2.1代谢途径研究 MFA能够表征细胞代谢能力，识别细胞代谢途径的控制节点［64］，对某些代谢途径的重要性进行准确描述。MFA所关注的途径通常为中心碳代谢途径，包括糖酵解、TCA、PPP途径，也包括部分生物合成途径，如氨基酸生物合成。NYBERG等［42］通过MFA估算得出CHO细胞表达的IFNγ糖基化与TCA通量有关，而不是糖酵解。SENGUPTA等［7］利用MFA研究CHO细胞晚期非增长期的代谢，对糖酵解和PPP途径分析表明，几乎所有消耗的葡萄糖均流向PPP，且伴随产生高水平的NADPH；几乎所有糖酵解产生的丙酮酸均进入TCA，几乎无乳酸产生。

2.2营养底物优化研究 MFA也能够阐明CHO细胞如何响应营养需求和替代补料［46，55-56，58，61］。
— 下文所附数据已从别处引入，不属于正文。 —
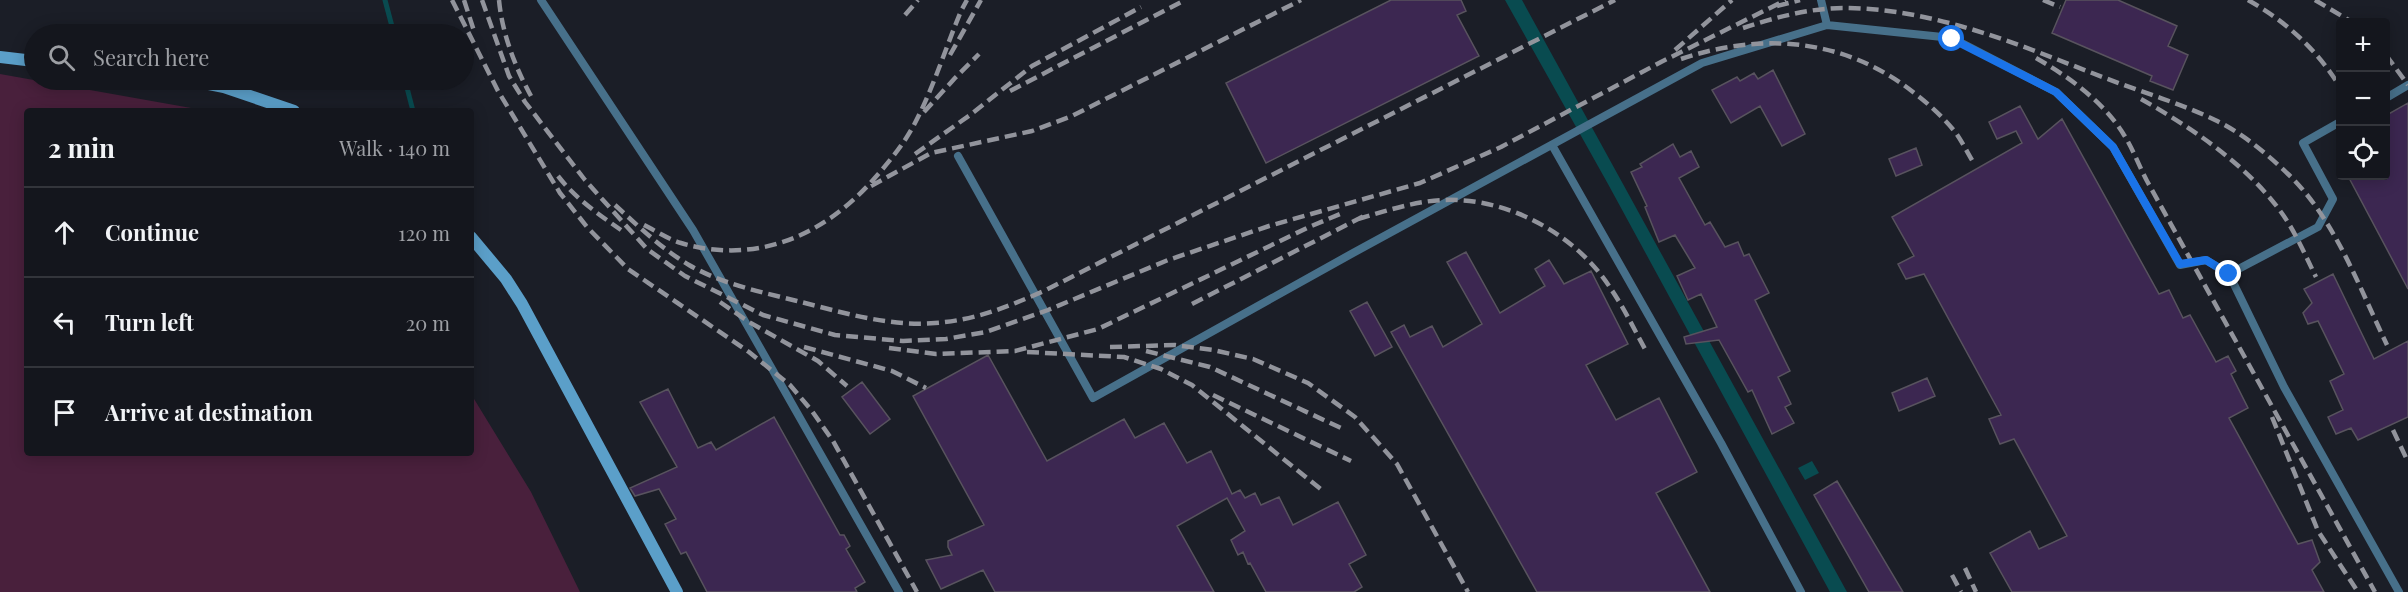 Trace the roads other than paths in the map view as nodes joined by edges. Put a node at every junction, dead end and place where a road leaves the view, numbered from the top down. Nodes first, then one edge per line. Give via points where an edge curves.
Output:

谷氨酰胺是培养基中重要成分之一，添加的量对细胞代谢会产生不同程度的影响，SHEIKHOLESLAMI等［55］对不同浓度的谷氨酰胺进行了MFA比较，发现在蛋白表达期间许多关键的胞内通量均受到谷氨酰胺含量影响；TORRES等［61］利用半乳糖和乳酸来代替葡萄糖，得到一个平衡更好和更有效的代谢表型。

2.3代谢表型比较的研究 许多研究通过MFA分析不同代谢表型的胞内代谢或代谢差异的关键节点，如DEAN等［19］将高表达表型与低表达表型的细胞系进行MFA比较，研究其各自表型相关的内在代谢谱；SHEIKHOLESLAMI等［54］也利用MFA进行了诱导重组蛋白表达和无诱导重组蛋白表达的胞内流量图分布的比较研究，查找代谢差异；2017年，TEMPLETON等［65］利用MFA研究11株不同代谢表型的克隆细胞早期平台期IgG表达对应的代谢，发现表达抗细胞凋亡Bcl-2Δ基因的克隆细胞与IgG表达量增加相关。

2.4细胞生长阶段研究 细胞生长曲线是培养细胞生物学特性的基本参数之一，许多研究对CHO细胞生长的不同阶段进行了研究［6，18，52，57］，如TEMPLETON等［18］利用13C-MFA计算CHO细胞流加培养4个阶段的代谢流，发现比生长速率峰值与高乳酸产量和最小TCA有关，当TCA和抗体表达量达到峰值时，比生长速率持续减小；当TCA和oxPPP通量达高值时，活细胞密度开始下降。AHN等［52］通过MFA显示，细胞增长期至非增长期胞内代谢通量具有明显的重新分配和变化，包括能量代谢、氧化还原代谢、oxPPP途径和回补途径。

2.5代谢工程研究 目前，较多研究是通过MFA阐明CHO细胞经基因工程技术诱导重组蛋白表达［42］、抗凋亡因子表达［9，57］、敲除某基因改造后的变化［62］，如TEMPLETON等［9］发现，表达Bcl-2Δ基因在乳酸产生阶段通过胞内丙酮酸再次流向线粒体氧化来减少乳酸的积累，且在乳酸消耗阶段显著增加了乳酸的再摄取；WILKENS等［62］利用CRISPR/Cas技术敲除LDHa基因，来提高细胞代谢。

3 小结与展望

MFA是一种用于确定活细胞内代谢通量的技术，该方法所需的GC-MS、NMR等实验仪器较为昂贵，样品处理、数据测定分析较复杂，且同位素标记成本较高，因此在一定程度上阻碍了该技术的发展，但近年该技术已在代谢工程、系统生物学、生物医学和生物技术中广泛应用，是建立稳定、高表达、质量可控的重组CHO细胞株的强大工具之一。通过MFA技术可从多方面研究CHO细胞，如以碳为中心的代谢途径、细胞培养不同阶段、细胞代谢表型的比较、基因工程技术改造后的变化、替代补料的响应、重组蛋白表达的差异等。随着同位素标记实验不断优化，进一步提高了通量估算的质量，研究者能够通过更高的准确性和精确度来检测表型中通量更细微的差异，微小通量变化将为改良CHO细胞培养过程，通过代谢工程优化代谢途径，使建立灵敏早期检测代谢表型方法成为可能［14］。同时，MS和NMR不断更新的方法能从13C标记实验中提取更多信息，该进展使MFA可应用于更广泛的实验系统中，或有选择性地检测特定途径。随着同位素标记实验方法的改进和优化、标记物信息测定新方法的建立和公开软件的持续开发，MFA在CHO细胞代谢研究中的应用将越来越广泛，越来越完善。